The following consensus test cases have been vetted by IBM as meeting network availability standards for PBFT:
- Testing PBFT with no Byzantine nodes. The consensus process executes transactions and appends to the ledger.
- Simulating one Byzantine node by stopping one node and continuing to send deploy, invoke and query transactions. The PBFT consensus process executes transactions and appends to the ledger. This test was repeated for each node in a four-node environment.
- Simulating two Byzantine nodes by stopping two nodes and continuing to send deploy, invoke and query transactions. Due to the failure to reach PBFT consensus, transactions are not executed or appended to the ledger.
- Restarting one node that was stopped in the previous test case (Test 3). The PBFT consensus process resumes executing transactions and appending to the ledger. The node that was restarted syncs its ledger with the shared ledger.
Attention: Review the following notes before starting your consensus testing:
- All consensus test cases use the REST API to interact with the network peers.
- HTTP/2 is the communication protocol; the test cases use the peer URLs. For example: 'VP0–api.dev.blockchain.ibm.com:80'. The symbolic values VP0, VP1, VP2 and VP3 are used as placeholders for the literal peer URLs.
- To log in to a peer, use the credentials that were provided when you deployed your Bluemix service. For the test cases, test_user1 and test_user1_enrollSecret are used as the values for enrollID and enrollSecret, respectively.
- Simulate node crashes by manually stopping and restarting peers with the Actions buttons on the network console.
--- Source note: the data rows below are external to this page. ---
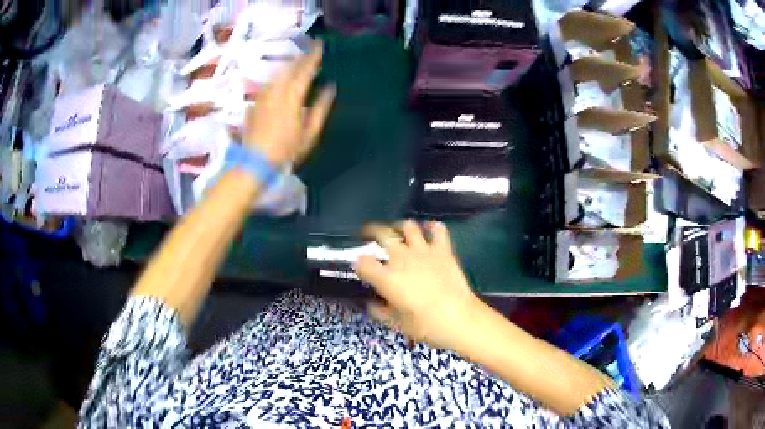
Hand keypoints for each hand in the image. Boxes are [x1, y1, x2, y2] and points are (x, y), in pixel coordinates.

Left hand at [244, 42, 334, 164]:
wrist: (255, 161)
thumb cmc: (286, 150)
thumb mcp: (309, 133)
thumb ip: (320, 108)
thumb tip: (329, 88)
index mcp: (292, 98)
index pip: (304, 71)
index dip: (313, 57)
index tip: (320, 45)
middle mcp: (276, 91)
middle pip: (289, 68)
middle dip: (301, 57)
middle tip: (311, 49)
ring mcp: (263, 95)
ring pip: (278, 73)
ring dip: (290, 64)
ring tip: (299, 59)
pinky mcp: (256, 101)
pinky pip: (270, 82)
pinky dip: (279, 75)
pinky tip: (282, 76)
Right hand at [355, 220, 483, 349]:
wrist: (458, 318)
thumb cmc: (425, 325)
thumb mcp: (396, 324)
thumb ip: (378, 311)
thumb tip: (371, 304)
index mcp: (386, 278)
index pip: (362, 262)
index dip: (358, 263)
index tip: (360, 267)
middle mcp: (401, 258)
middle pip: (381, 234)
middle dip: (371, 232)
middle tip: (369, 235)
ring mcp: (423, 251)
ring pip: (408, 226)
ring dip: (401, 227)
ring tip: (399, 233)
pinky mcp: (443, 250)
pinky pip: (438, 229)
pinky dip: (433, 228)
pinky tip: (430, 232)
Figure 1 below shows the Actions on the Network tab:
Figure 1. Stop and start peers
- The test cases use chaincode_example02, by default, from: https://github.com/hyperledger/fabric/tree/v0.6/examples/chaincode/go/chaincode_example02. However, you can use your own chaincode, or any of the chaincode examples at: https://github.com/hyperledger/fabric/tree/v0.6/examples/chaincode/go.
- Requests are batched into one transaction for processing. However, you can ensure immediate processing by relying on the batch timeout value; waiting at least two seconds before submitting the next request will process the transaction immediately.